Saved entries
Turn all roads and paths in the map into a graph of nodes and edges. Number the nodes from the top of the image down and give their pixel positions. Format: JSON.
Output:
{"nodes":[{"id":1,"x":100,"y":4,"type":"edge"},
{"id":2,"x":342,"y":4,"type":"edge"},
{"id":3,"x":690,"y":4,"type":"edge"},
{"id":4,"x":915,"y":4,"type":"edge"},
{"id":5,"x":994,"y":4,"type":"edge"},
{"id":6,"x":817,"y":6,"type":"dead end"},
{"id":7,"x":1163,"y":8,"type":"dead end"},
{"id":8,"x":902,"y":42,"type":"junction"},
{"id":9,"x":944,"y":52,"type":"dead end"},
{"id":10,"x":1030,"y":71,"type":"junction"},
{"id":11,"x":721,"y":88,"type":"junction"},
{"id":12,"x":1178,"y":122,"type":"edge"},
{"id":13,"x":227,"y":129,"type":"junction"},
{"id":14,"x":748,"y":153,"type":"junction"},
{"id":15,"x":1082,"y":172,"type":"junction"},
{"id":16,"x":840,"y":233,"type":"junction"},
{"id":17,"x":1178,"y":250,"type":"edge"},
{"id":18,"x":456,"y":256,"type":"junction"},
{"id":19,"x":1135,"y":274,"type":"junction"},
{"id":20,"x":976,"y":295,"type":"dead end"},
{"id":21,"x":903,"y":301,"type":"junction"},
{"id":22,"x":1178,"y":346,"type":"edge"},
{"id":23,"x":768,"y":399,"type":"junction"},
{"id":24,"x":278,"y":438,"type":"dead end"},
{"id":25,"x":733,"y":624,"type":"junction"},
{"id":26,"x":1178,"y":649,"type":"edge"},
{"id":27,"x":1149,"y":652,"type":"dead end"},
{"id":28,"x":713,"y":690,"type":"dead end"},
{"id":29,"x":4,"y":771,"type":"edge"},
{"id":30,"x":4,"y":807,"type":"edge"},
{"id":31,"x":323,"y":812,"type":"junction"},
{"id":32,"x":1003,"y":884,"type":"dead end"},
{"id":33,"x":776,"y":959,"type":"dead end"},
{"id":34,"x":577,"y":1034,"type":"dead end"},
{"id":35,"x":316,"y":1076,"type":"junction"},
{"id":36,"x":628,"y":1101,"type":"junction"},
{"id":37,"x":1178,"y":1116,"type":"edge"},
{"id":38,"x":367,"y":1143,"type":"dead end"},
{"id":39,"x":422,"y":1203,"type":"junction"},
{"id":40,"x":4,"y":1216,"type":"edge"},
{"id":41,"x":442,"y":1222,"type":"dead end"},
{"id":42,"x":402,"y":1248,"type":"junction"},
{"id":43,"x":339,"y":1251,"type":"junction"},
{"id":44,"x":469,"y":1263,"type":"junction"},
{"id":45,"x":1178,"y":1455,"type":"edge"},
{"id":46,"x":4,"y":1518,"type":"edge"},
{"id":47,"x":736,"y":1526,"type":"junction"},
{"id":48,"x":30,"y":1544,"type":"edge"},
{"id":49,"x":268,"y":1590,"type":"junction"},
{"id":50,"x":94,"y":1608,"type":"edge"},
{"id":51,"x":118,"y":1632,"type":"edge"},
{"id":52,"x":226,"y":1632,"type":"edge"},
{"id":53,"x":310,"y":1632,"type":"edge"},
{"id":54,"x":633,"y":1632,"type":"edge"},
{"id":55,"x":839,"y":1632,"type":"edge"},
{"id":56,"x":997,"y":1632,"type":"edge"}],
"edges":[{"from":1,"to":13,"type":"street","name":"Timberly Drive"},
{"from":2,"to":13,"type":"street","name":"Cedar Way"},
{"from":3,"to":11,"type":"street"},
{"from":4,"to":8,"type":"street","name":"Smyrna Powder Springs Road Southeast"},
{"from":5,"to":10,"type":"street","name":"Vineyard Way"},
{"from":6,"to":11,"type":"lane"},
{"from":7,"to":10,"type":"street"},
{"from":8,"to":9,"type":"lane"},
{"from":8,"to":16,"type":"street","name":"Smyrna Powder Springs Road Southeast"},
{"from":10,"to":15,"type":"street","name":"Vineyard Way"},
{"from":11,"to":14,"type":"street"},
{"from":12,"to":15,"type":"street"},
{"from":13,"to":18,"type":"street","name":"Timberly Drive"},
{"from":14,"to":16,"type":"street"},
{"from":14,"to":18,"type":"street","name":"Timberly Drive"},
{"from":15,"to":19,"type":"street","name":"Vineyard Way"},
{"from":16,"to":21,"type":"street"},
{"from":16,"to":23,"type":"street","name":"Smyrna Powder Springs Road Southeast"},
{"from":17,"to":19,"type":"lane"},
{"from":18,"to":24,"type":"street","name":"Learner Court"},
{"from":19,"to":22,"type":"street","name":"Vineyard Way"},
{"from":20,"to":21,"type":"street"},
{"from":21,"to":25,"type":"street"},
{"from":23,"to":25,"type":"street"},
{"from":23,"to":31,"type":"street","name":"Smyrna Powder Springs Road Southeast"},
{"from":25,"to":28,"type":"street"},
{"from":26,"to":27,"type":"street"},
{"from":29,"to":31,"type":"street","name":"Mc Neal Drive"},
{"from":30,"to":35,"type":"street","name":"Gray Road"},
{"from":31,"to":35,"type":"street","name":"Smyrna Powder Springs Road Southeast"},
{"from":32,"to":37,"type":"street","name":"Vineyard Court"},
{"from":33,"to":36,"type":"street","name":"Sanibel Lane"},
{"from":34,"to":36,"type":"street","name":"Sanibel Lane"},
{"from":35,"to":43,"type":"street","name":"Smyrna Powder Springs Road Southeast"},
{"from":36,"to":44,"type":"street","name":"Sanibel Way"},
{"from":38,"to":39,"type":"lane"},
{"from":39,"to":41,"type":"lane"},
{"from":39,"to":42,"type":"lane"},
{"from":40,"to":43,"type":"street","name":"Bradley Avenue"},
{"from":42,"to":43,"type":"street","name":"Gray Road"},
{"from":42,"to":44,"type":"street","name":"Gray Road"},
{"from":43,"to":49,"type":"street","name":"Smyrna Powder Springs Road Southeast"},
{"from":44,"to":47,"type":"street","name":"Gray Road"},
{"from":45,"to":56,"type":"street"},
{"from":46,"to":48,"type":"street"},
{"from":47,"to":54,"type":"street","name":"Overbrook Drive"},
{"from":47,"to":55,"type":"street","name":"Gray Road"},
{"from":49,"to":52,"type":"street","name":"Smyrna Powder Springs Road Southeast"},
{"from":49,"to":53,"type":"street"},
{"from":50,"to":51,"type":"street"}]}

#### [WHAT THIS TASK INVOLVES]
Return the data in its entirety, exactly as given.

#### [SOLVED PROBLEM]
Turn all roads and paths in the map into a graph of nodes and edges. Number the nodes from the top of the image down and give their pixel positions. Format: JSON.
Output:
{"nodes":[{"id":1,"x":100,"y":4,"type":"edge"},
{"id":2,"x":342,"y":4,"type":"edge"},
{"id":3,"x":690,"y":4,"type":"edge"},
{"id":4,"x":915,"y":4,"type":"edge"},
{"id":5,"x":994,"y":4,"type":"edge"},
{"id":6,"x":817,"y":6,"type":"dead end"},
{"id":7,"x":1163,"y":8,"type":"dead end"},
{"id":8,"x":902,"y":42,"type":"junction"},
{"id":9,"x":944,"y":52,"type":"dead end"},
{"id":10,"x":1030,"y":71,"type":"junction"},
{"id":11,"x":721,"y":88,"type":"junction"},
{"id":12,"x":1178,"y":122,"type":"edge"},
{"id":13,"x":227,"y":129,"type":"junction"},
{"id":14,"x":748,"y":153,"type":"junction"},
{"id":15,"x":1082,"y":172,"type":"junction"},
{"id":16,"x":840,"y":233,"type":"junction"},
{"id":17,"x":1178,"y":250,"type":"edge"},
{"id":18,"x":456,"y":256,"type":"junction"},
{"id":19,"x":1135,"y":274,"type":"junction"},
{"id":20,"x":976,"y":295,"type":"dead end"},
{"id":21,"x":903,"y":301,"type":"junction"},
{"id":22,"x":1178,"y":346,"type":"edge"},
{"id":23,"x":768,"y":399,"type":"junction"},
{"id":24,"x":278,"y":438,"type":"dead end"},
{"id":25,"x":733,"y":624,"type":"junction"},
{"id":26,"x":1178,"y":649,"type":"edge"},
{"id":27,"x":1149,"y":652,"type":"dead end"},
{"id":28,"x":713,"y":690,"type":"dead end"},
{"id":29,"x":4,"y":771,"type":"edge"},
{"id":30,"x":4,"y":807,"type":"edge"},
{"id":31,"x":323,"y":812,"type":"junction"},
{"id":32,"x":1003,"y":884,"type":"dead end"},
{"id":33,"x":776,"y":959,"type":"dead end"},
{"id":34,"x":577,"y":1034,"type":"dead end"},
{"id":35,"x":316,"y":1076,"type":"junction"},
{"id":36,"x":628,"y":1101,"type":"junction"},
{"id":37,"x":1178,"y":1116,"type":"edge"},
{"id":38,"x":367,"y":1143,"type":"dead end"},
{"id":39,"x":422,"y":1203,"type":"junction"},
{"id":40,"x":4,"y":1216,"type":"edge"},
{"id":41,"x":442,"y":1222,"type":"dead end"},
{"id":42,"x":402,"y":1248,"type":"junction"},
{"id":43,"x":339,"y":1251,"type":"junction"},
{"id":44,"x":469,"y":1263,"type":"junction"},
{"id":45,"x":1178,"y":1455,"type":"edge"},
{"id":46,"x":4,"y":1518,"type":"edge"},
{"id":47,"x":736,"y":1526,"type":"junction"},
{"id":48,"x":30,"y":1544,"type":"edge"},
{"id":49,"x":268,"y":1590,"type":"junction"},
{"id":50,"x":94,"y":1608,"type":"edge"},
{"id":51,"x":118,"y":1632,"type":"edge"},
{"id":52,"x":226,"y":1632,"type":"edge"},
{"id":53,"x":310,"y":1632,"type":"edge"},
{"id":54,"x":633,"y":1632,"type":"edge"},
{"id":55,"x":839,"y":1632,"type":"edge"},
{"id":56,"x":997,"y":1632,"type":"edge"}],
"edges":[{"from":1,"to":13,"type":"street","name":"Timberly Drive"},
{"from":2,"to":13,"type":"street","name":"Cedar Way"},
{"from":3,"to":11,"type":"street"},
{"from":4,"to":8,"type":"street","name":"Smyrna Powder Springs Road Southeast"},
{"from":5,"to":10,"type":"street","name":"Vineyard Way"},
{"from":6,"to":11,"type":"lane"},
{"from":7,"to":10,"type":"street"},
{"from":8,"to":9,"type":"lane"},
{"from":8,"to":16,"type":"street","name":"Smyrna Powder Springs Road Southeast"},
{"from":10,"to":15,"type":"street","name":"Vineyard Way"},
{"from":11,"to":14,"type":"street"},
{"from":12,"to":15,"type":"street"},
{"from":13,"to":18,"type":"street","name":"Timberly Drive"},
{"from":14,"to":16,"type":"street"},
{"from":14,"to":18,"type":"street","name":"Timberly Drive"},
{"from":15,"to":19,"type":"street","name":"Vineyard Way"},
{"from":16,"to":21,"type":"street"},
{"from":16,"to":23,"type":"street","name":"Smyrna Powder Springs Road Southeast"},
{"from":17,"to":19,"type":"lane"},
{"from":18,"to":24,"type":"street","name":"Learner Court"},
{"from":19,"to":22,"type":"street","name":"Vineyard Way"},
{"from":20,"to":21,"type":"street"},
{"from":21,"to":25,"type":"street"},
{"from":23,"to":25,"type":"street"},
{"from":23,"to":31,"type":"street","name":"Smyrna Powder Springs Road Southeast"},
{"from":25,"to":28,"type":"street"},
{"from":26,"to":27,"type":"street"},
{"from":29,"to":31,"type":"street","name":"Mc Neal Drive"},
{"from":30,"to":35,"type":"street","name":"Gray Road"},
{"from":31,"to":35,"type":"street","name":"Smyrna Powder Springs Road Southeast"},
{"from":32,"to":37,"type":"street","name":"Vineyard Court"},
{"from":33,"to":36,"type":"street","name":"Sanibel Lane"},
{"from":34,"to":36,"type":"street","name":"Sanibel Lane"},
{"from":35,"to":43,"type":"street","name":"Smyrna Powder Springs Road Southeast"},
{"from":36,"to":44,"type":"street","name":"Sanibel Way"},
{"from":38,"to":39,"type":"lane"},
{"from":39,"to":41,"type":"lane"},
{"from":39,"to":42,"type":"lane"},
{"from":40,"to":43,"type":"street","name":"Bradley Avenue"},
{"from":42,"to":43,"type":"street","name":"Gray Road"},
{"from":42,"to":44,"type":"street","name":"Gray Road"},
{"from":43,"to":49,"type":"street","name":"Smyrna Powder Springs Road Southeast"},
{"from":44,"to":47,"type":"street","name":"Gray Road"},
{"from":45,"to":56,"type":"street"},
{"from":46,"to":48,"type":"street"},
{"from":47,"to":54,"type":"street","name":"Overbrook Drive"},
{"from":47,"to":55,"type":"street","name":"Gray Road"},
{"from":49,"to":52,"type":"street","name":"Smyrna Powder Springs Road Southeast"},
{"from":49,"to":53,"type":"street"},
{"from":50,"to":51,"type":"street"}]}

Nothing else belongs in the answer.